→ Your task
What is needed is a verbatim copy of every record below, with the pictures left out.

→ Excerpted data
.....
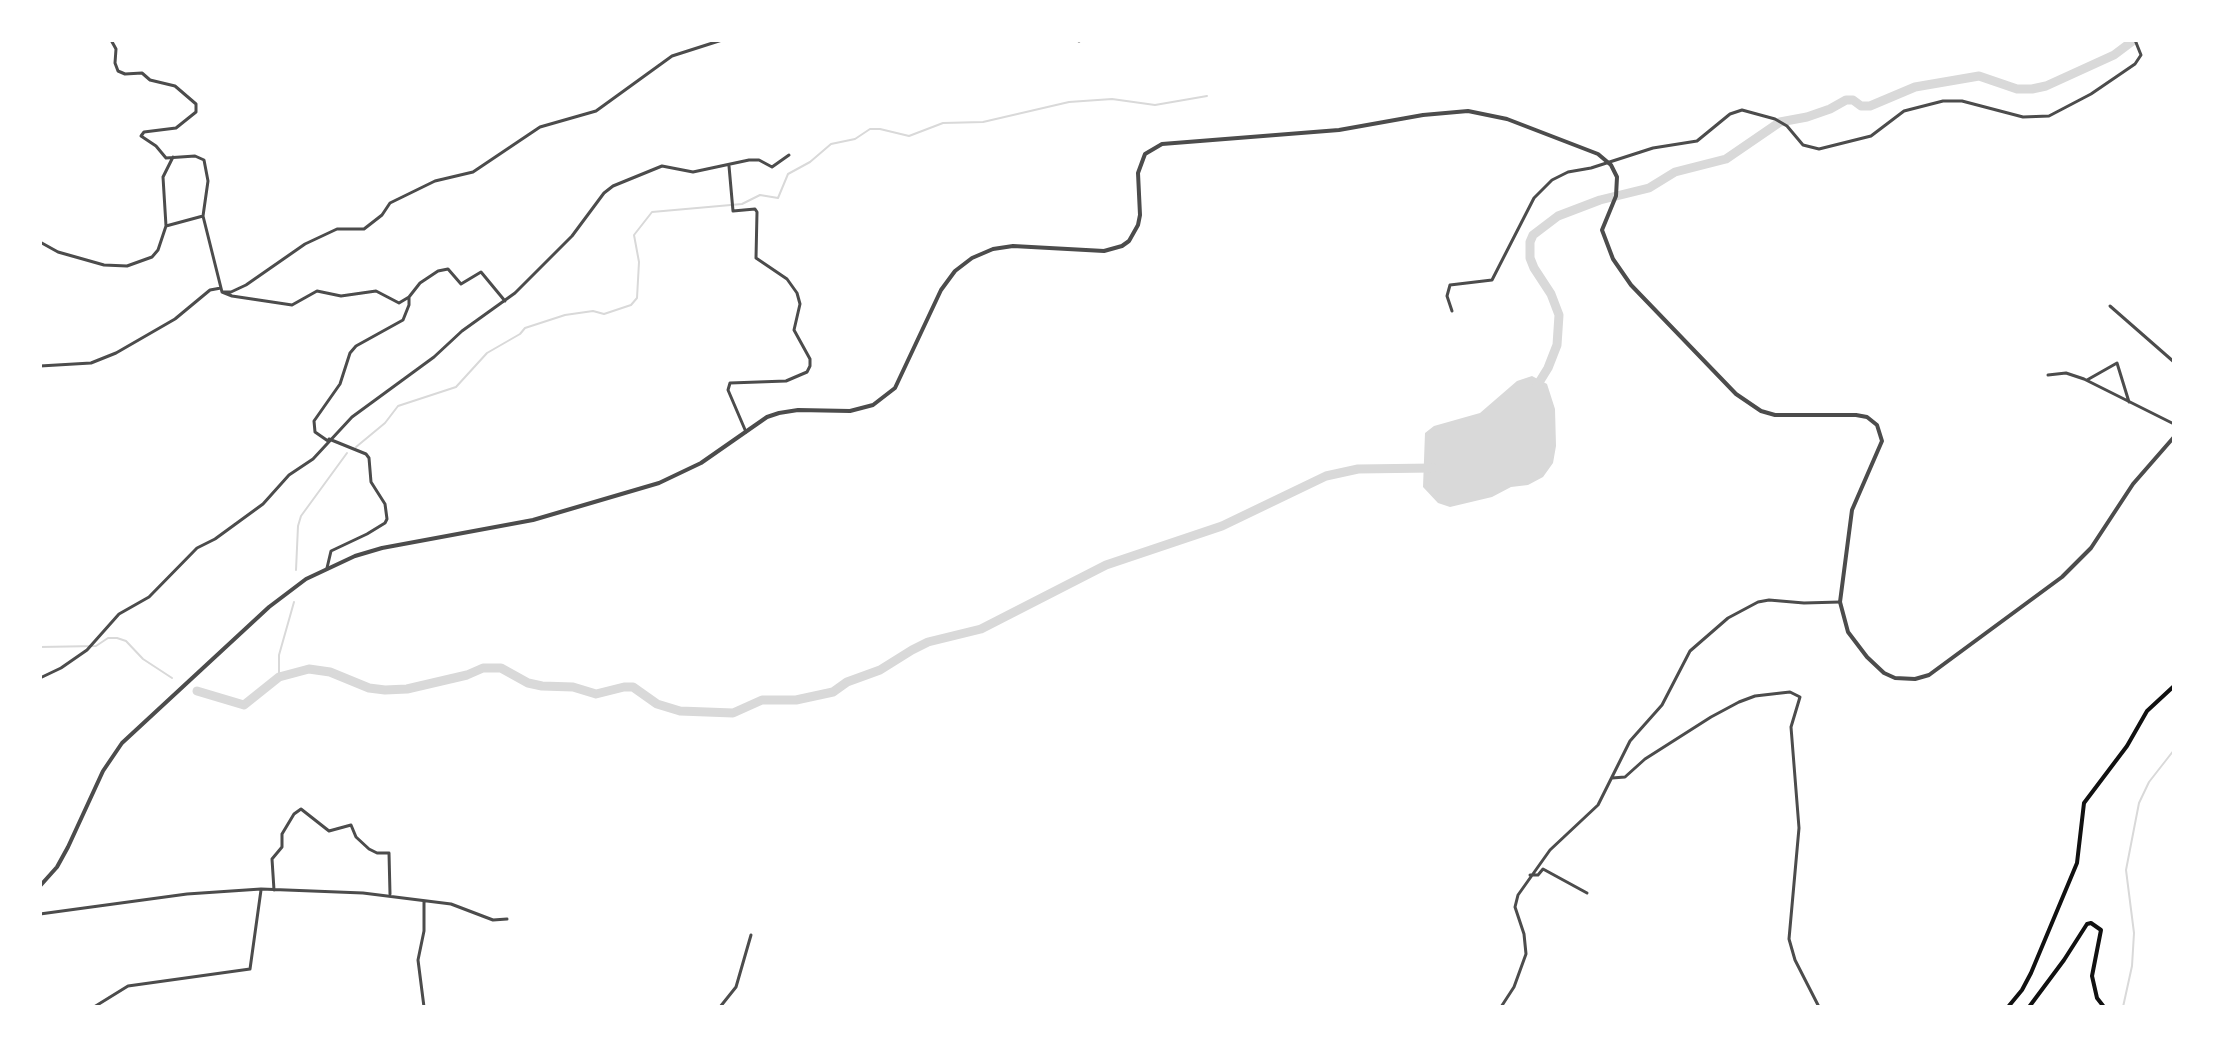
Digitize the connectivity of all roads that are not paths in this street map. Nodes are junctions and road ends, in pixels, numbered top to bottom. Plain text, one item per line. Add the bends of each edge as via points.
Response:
1 (111, 40) edge
2 (722, 40) edge
3 (2135, 40) edge
4 (789, 155) dead end
5 (173, 157) junction
6 (1607, 161) junction
7 (729, 166) junction
8 (203, 216) junction
9 (166, 226) junction
10 (40, 242) edge
11 (221, 290) junction
12 (409, 297) junction
13 (505, 301) junction
14 (2110, 306) dead end
15 (1452, 311) dead end
16 (2174, 362) edge
17 (40, 366) edge
18 (2048, 375) dead end
19 (2087, 380) junction
20 (2129, 402) junction
21 (2174, 424) edge
22 (746, 432) junction
23 (2174, 437) edge
24 (328, 440) junction
25 (327, 568) junction
26 (1840, 602) junction
27 (40, 678) edge
28 (2174, 686) edge
29 (1612, 778) junction
30 (1530, 875) junction
31 (40, 886) edge
32 (261, 889) junction
33 (274, 890) junction
34 (1587, 893) dead end
35 (390, 896) junction
36 (424, 901) junction
37 (40, 914) edge
38 (507, 919) dead end
39 (751, 935) dead end
40 (94, 1007) edge
41 (424, 1007) edge
42 (720, 1007) edge
43 (1501, 1007) edge
44 (1819, 1007) edge
45 (2008, 1007) edge
46 (2029, 1007) edge
47 (2104, 1007) edge

1 - 5 street via 118,71 142,73 175,86 196,104 196,112 176,128 141,134 162,156
2 - 11 street via 672,56 596,111 540,127 473,172 435,181 390,203 364,229 337,229 246,285
3 - 6 street via 2141,55 2135,64 2049,116 2023,117 1943,101 1904,111 1871,136 1819,149 1803,145 1775,119 1742,110 1697,141
4 - 7 street via 772,167 757,160
5 - 8 street via 204,160 208,181
5 - 9 street via 163,177
6 - 15 street via 1552,180 1534,198 1492,280 1450,285
6 - 22 street via 1524,125 1468,111 1339,130 1162,144 1141,163 1138,225 1122,246 1104,251 1013,246 976,255 948,278 889,394 850,411 779,413
6 - 26 street via 1618,183 1602,230 1613,259 1631,285 1736,394 1775,415 1856,415 1877,425 1882,441 1852,510
7 - 13 street via 693,172 662,166 613,186 572,236
7 - 22 street via 733,211 755,209 756,258 787,279 797,293 794,330 810,359 807,372 786,381 730,383 728,390
8 - 9 street
8 - 11 street
9 - 10 street via 152,257 127,266 104,265
11 - 12 street via 284,305 299,304 317,291 341,296 376,291 399,303
11 - 17 street via 210,290 175,319 116,353 91,363
12 - 13 street via 420,283 448,269 461,284 481,272
12 - 24 street via 403,320 350,353 340,384 314,421 315,432
13 - 24 street
14 - 16 street
18 - 19 street via 2066,373
19 - 20 street
19 - 20 street via 2117,363
20 - 21 street
22 - 25 street via 659,483 533,520 382,548
23 - 26 street via 2150,461 2078,562 1929,675 1904,679 1875,666 1848,632
24 - 25 street via 369,458 371,482 385,504 387,519 331,551
24 - 27 street via 263,504 197,548 152,595 119,614 91,646
25 - 31 street via 269,607 133,731 103,771 63,857
26 - 29 street via 1769,600 1728,618 1690,651 1662,705 1630,741
28 - 45 main road via 2147,711 2084,803 2077,863 2027,982
29 - 30 street via 1598,805
29 - 44 street via 1625,777 1645,759 1739,702 1790,692 1800,697 1791,727 1799,828 1789,939
30 - 34 street via 1543,869
30 - 43 street via 1515,903 1526,954
32 - 33 street
32 - 37 street
32 - 40 street via 250,969 128,986
33 - 35 street
33 - 35 street via 272,859 301,809 329,831 351,825 373,852 389,853
35 - 36 street
36 - 38 street
36 - 41 street via 418,960
39 - 42 street via 736,987
46 - 47 main road via 2091,923 2101,930 2092,976

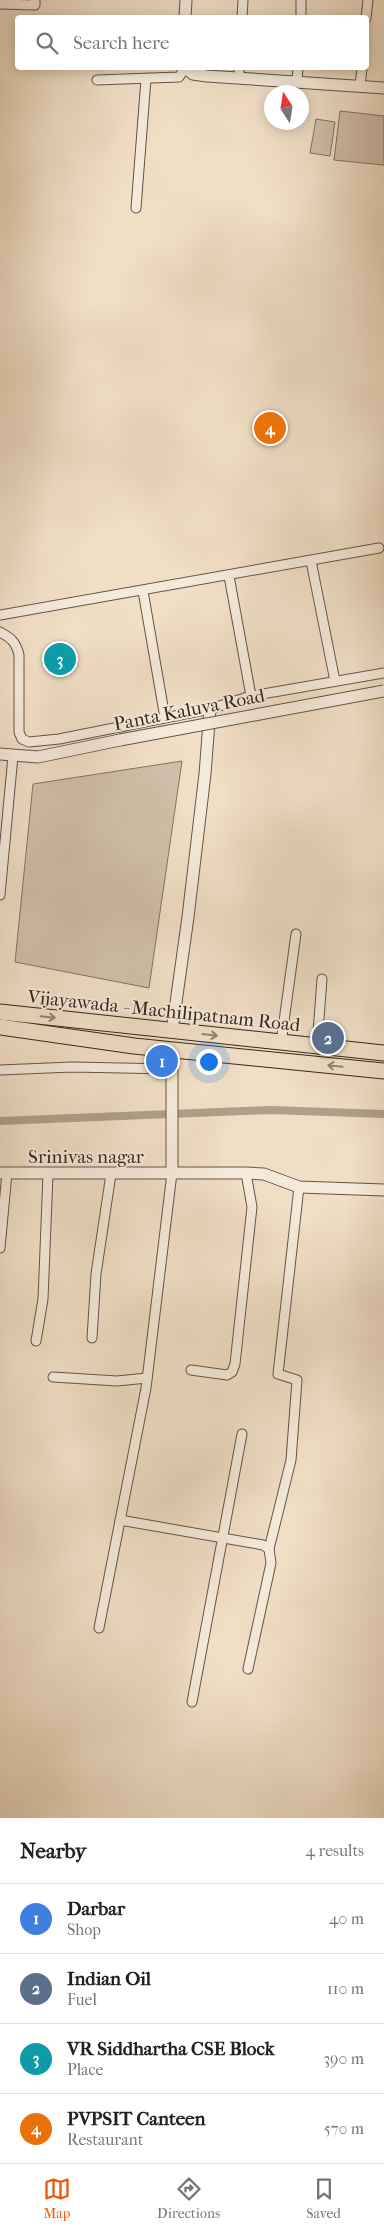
.....
→ Result
Digitize the connectivity of all roads that are not paths in this street map. Nodes are junctions and road ends, in pixels, numbered top to bottom. Plain text, one item per line. Add the bends of each edge as via points.
Response:
1 (111, 40) edge
2 (722, 40) edge
3 (2135, 40) edge
4 (789, 155) dead end
5 (173, 157) junction
6 (1607, 161) junction
7 (729, 166) junction
8 (203, 216) junction
9 (166, 226) junction
10 (40, 242) edge
11 (221, 290) junction
12 (409, 297) junction
13 (505, 301) junction
14 (2110, 306) dead end
15 (1452, 311) dead end
16 (2174, 362) edge
17 (40, 366) edge
18 (2048, 375) dead end
19 (2087, 380) junction
20 (2129, 402) junction
21 (2174, 424) edge
22 (746, 432) junction
23 (2174, 437) edge
24 (328, 440) junction
25 (327, 568) junction
26 (1840, 602) junction
27 (40, 678) edge
28 (2174, 686) edge
29 (1612, 778) junction
30 (1530, 875) junction
31 (40, 886) edge
32 (261, 889) junction
33 (274, 890) junction
34 (1587, 893) dead end
35 (390, 896) junction
36 (424, 901) junction
37 (40, 914) edge
38 (507, 919) dead end
39 (751, 935) dead end
40 (94, 1007) edge
41 (424, 1007) edge
42 (720, 1007) edge
43 (1501, 1007) edge
44 (1819, 1007) edge
45 (2008, 1007) edge
46 (2029, 1007) edge
47 (2104, 1007) edge

1 - 5 street via 118,71 142,73 175,86 196,104 196,112 176,128 141,134 162,156
2 - 11 street via 672,56 596,111 540,127 473,172 435,181 390,203 364,229 337,229 246,285
3 - 6 street via 2141,55 2135,64 2049,116 2023,117 1943,101 1904,111 1871,136 1819,149 1803,145 1775,119 1742,110 1697,141
4 - 7 street via 772,167 757,160
5 - 8 street via 204,160 208,181
5 - 9 street via 163,177
6 - 15 street via 1552,180 1534,198 1492,280 1450,285
6 - 22 street via 1524,125 1468,111 1339,130 1162,144 1141,163 1138,225 1122,246 1104,251 1013,246 976,255 948,278 889,394 850,411 779,413
6 - 26 street via 1618,183 1602,230 1613,259 1631,285 1736,394 1775,415 1856,415 1877,425 1882,441 1852,510
7 - 13 street via 693,172 662,166 613,186 572,236
7 - 22 street via 733,211 755,209 756,258 787,279 797,293 794,330 810,359 807,372 786,381 730,383 728,390
8 - 9 street
8 - 11 street
9 - 10 street via 152,257 127,266 104,265
11 - 12 street via 284,305 299,304 317,291 341,296 376,291 399,303
11 - 17 street via 210,290 175,319 116,353 91,363
12 - 13 street via 420,283 448,269 461,284 481,272
12 - 24 street via 403,320 350,353 340,384 314,421 315,432
13 - 24 street
14 - 16 street
18 - 19 street via 2066,373
19 - 20 street
19 - 20 street via 2117,363
20 - 21 street
22 - 25 street via 659,483 533,520 382,548
23 - 26 street via 2150,461 2078,562 1929,675 1904,679 1875,666 1848,632
24 - 25 street via 369,458 371,482 385,504 387,519 331,551
24 - 27 street via 263,504 197,548 152,595 119,614 91,646
25 - 31 street via 269,607 133,731 103,771 63,857
26 - 29 street via 1769,600 1728,618 1690,651 1662,705 1630,741
28 - 45 main road via 2147,711 2084,803 2077,863 2027,982
29 - 30 street via 1598,805
29 - 44 street via 1625,777 1645,759 1739,702 1790,692 1800,697 1791,727 1799,828 1789,939
30 - 34 street via 1543,869
30 - 43 street via 1515,903 1526,954
32 - 33 street
32 - 37 street
32 - 40 street via 250,969 128,986
33 - 35 street
33 - 35 street via 272,859 301,809 329,831 351,825 373,852 389,853
35 - 36 street
36 - 38 street
36 - 41 street via 418,960
39 - 42 street via 736,987
46 - 47 main road via 2091,923 2101,930 2092,976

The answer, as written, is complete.